First, the main difficulty is that the generalization of the results is compromised due to the use of the sampling method used (Simons, Shoda & Lindsay, 2017). Another limitation has to do with the type of model used, however, relevant authors such as Kottorp and Petersson (2011) consider that the choice of model has little impact on the validity of the findings. Therefore, in the future it would be interesting to carry out longitudinal studies and also in different types of populations with different disease processes or exposed to various adverse situations to observe how they deal with all these situations.

Conclusion

It is important to find an assessment test of hope in the Spanish population that is not a university population because hope is important to face the obstacles or difficulties of daily life, as well as situations of illness. Additionally, if that population is suffering from mandatory home confinement due to a global pandemic, it may be meaningful to measure their level of hope. In such a way that if we know which are the people with high levels of hope we can know if they are more predisposed to perceive symptoms and signs of loss of their health and to act from prevention since they possess high levels of psychological well-being (Herth, 1992).

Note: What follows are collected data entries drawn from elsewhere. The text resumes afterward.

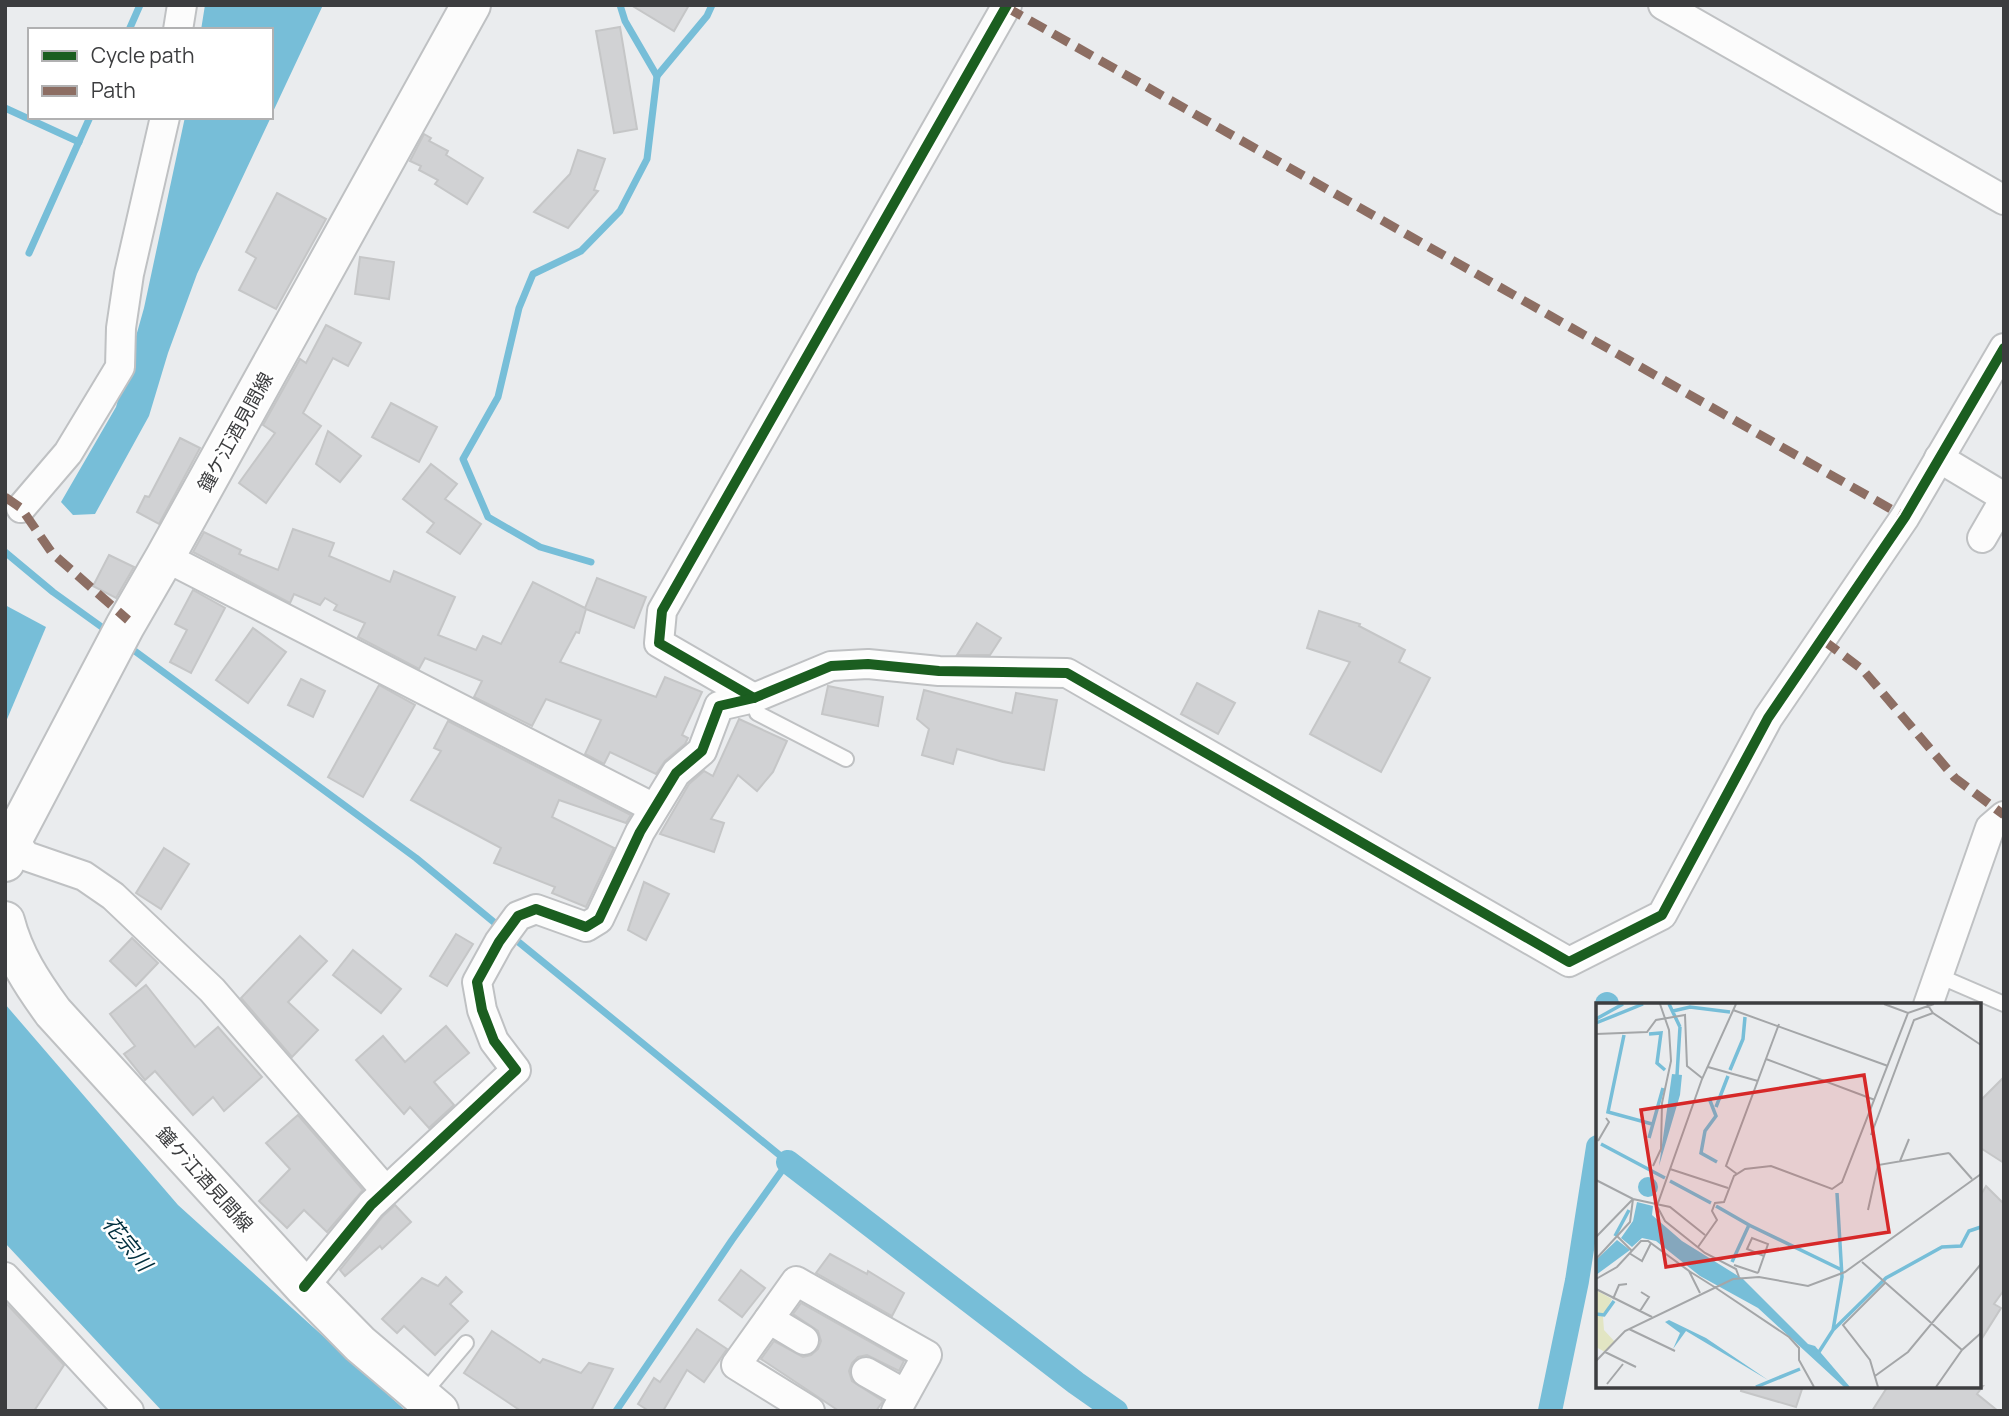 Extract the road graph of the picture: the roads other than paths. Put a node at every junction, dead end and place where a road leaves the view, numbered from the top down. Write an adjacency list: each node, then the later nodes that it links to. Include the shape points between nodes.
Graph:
1 (182, 5): 5 (street)
2 (471, 5): 12 (main road, 鐘ケ江酒見間線)
3 (1007, 5): 13 (street, via 662,611 659,643)
4 (1663, 5): 7 (street)
5 (178, 28)
6 (165, 119): 10 (street, via 129,274 120,367 68,453)
7 (2004, 200)
8 (2004, 348): 9 (street)
9 (1978, 482): 11 (street); 13 (street, via 1905,517 1768,718 1662,915 1569,962 1067,673 831,666)
10 (21, 508)
11 (1982, 538)
12 (165, 557): 15 (street); 17 (main road, 鐘ケ江酒見間線)
13 (754, 698): 14 (lane, via 757,713); 15 (street, via 719,706 702,751 677,773)
14 (846, 759)
15 (654, 808): 22 (street, via 599,919 586,927 536,909 518,916 499,942 477,982 494,1041 516,1070)
16 (2004, 816): 19 (street, via 1990,828)
17 (8, 846): 22 (street, via 84,876 113,896 212,990)
18 (5, 921): 24 (main road, 鐘ケ江酒見間線, via 22,966 53,1012)
19 (1938, 976): 20 (street); 21 (lane)
20 (1929, 1003)
21 (2004, 1004)
22 (386, 1191): 24 (street)
23 (5, 1277): 31 (street)
24 (304, 1287): 30 (main road, 鐘ケ江酒見間線, via 360,1344)
25 (769, 1319): 26 (street); 29 (street, via 796,1281 926,1355); 32 (street, via 736,1365)
26 (804, 1340)
27 (466, 1343): 30 (lane)
28 (866, 1372): 29 (street)
29 (901, 1402)
30 (430, 1403)
31 (129, 1411)
32 (810, 1411)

A reduced 9-item HHI scale from the present sample demonstrates better psychometric properties (unidimensionality) and a similar level of precision as the original HHI. The HHI was translated into the Spanish language and the general population was tested for reliability and validity using a convenience sample of a healthy person. To our knowledge, this is the first study that attempted to assess the validity and reliability of the scale and confirming the most appropriate structure in this sample of Spanish populatión. In addition, the invariance of the measure according to gender and age are aspects to be considered from an applied point of view. The HHI is reliable in assessing men and women from age 15 to 73 and and shows good internal consistency and a significant positive relationship with optimism and a negative relationship with anxiety and especially with depression.